When asked if the rating system could reflect any deficiencies identified by bylaw officers in between evaluations and non-compliance with orders by landlords, Grant said “the challenge of using indicators other than the evaluation score is in weighting it properly with our current evaluation system” but that they are consulting on different options.

He said staff also plan on creating an online portal where residents or prospective tenants can access information about recent evaluations and work orders, but that website and the new rating system won’t be implemented until “towards the end of 2020.”

Daryl Chong, president and CEO of the Greater Toronto Apartment Association representing landlords, said a rating system wrongly labels people and shouldn’t be used. “It’s a political decision,” he said.

Chong also raised issues with the city’s evaluation process, saying there are inconsistencies with how different officers record scores and that landlords want a manual from the city explaining how the rating in each category is determined so they can better be in compliance. There also needs to be an appeals process for the evaluations, Chong said.

When it comes to Pullia’s building, 394 Dovercourt Rd., the last evaluation score posted was 71 from an inspection examining common areas on Nov. 28, 2019, according to city records, meaning it won’t face evaluation again for another two years.

In the meantime, the city has publicly logged at least eight requests for inspections in that building concerning unspecified property standards problems and inadequate heat, like the complaints made by Pullia.

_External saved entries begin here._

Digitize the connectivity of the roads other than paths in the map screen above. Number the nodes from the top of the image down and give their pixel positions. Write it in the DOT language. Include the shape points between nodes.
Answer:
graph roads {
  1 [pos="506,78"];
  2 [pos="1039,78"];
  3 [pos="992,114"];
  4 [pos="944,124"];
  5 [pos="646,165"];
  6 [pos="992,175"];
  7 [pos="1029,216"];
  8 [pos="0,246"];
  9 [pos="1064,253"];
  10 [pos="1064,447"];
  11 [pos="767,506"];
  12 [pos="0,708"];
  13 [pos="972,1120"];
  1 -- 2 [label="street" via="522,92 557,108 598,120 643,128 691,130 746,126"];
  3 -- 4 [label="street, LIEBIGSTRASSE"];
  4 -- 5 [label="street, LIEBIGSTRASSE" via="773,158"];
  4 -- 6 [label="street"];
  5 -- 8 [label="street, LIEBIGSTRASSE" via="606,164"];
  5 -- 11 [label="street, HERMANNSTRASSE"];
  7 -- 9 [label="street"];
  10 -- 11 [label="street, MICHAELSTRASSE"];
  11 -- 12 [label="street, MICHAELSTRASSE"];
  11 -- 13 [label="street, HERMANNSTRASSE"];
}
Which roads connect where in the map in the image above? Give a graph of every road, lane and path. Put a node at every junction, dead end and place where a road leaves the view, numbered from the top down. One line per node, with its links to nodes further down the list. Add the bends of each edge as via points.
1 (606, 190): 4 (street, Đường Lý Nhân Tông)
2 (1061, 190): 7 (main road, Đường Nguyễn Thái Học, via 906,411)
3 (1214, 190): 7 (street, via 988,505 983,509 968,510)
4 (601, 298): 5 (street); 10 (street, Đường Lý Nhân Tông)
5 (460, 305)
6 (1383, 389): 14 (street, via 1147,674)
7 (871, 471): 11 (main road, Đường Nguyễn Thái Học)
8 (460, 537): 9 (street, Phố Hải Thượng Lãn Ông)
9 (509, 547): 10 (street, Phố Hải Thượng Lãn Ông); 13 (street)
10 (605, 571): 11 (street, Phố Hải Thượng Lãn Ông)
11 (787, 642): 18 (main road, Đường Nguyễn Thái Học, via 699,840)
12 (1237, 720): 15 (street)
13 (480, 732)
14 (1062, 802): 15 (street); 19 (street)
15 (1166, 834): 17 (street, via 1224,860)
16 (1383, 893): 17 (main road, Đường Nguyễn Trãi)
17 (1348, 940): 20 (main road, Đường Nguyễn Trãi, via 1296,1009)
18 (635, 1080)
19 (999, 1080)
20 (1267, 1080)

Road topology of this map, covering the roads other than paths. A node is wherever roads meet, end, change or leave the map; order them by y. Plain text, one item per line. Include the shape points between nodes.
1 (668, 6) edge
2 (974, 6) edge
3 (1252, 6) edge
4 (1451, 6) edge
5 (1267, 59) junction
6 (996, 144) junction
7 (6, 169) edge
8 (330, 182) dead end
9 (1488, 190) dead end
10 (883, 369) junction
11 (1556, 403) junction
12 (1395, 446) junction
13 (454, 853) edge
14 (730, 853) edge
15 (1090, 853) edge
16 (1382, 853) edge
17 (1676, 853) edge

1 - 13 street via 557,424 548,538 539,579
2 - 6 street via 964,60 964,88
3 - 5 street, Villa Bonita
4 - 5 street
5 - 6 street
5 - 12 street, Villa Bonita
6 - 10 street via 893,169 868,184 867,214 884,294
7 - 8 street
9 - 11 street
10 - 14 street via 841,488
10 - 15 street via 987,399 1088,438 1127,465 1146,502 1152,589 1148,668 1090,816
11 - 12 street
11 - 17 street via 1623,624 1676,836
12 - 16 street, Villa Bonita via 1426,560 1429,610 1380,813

Despite the heating issues, Pullia, like many residents of the building, does not want to leave his affordable rental home and is part of a group of long-term tenants who have been fighting several attempts by the building owner to remove them during renovations, as the tenants fear their legal right to return will be ignored. Another hearing is scheduled for later this month.

The property owner for 394 Dovercourt, AIPL Canada Holdings Inc., sent a statement through a lawyer saying: “We take all tenant concerns seriously and will investigate and address any issues that come to our attention.”

Pullia said his recent experiences with the heat have caused him to lose faith not only in his landlord, but also in the city.

“I think before I really started having this frustration with the bylaw officers and the inaction on the part of the city, I was predisposed to trust that the system was going to work in my best interest,” Pullia said.

“It’s becoming clearer and clearer to me that they don’t seem interested in actually solving problems on behalf of the tenants.”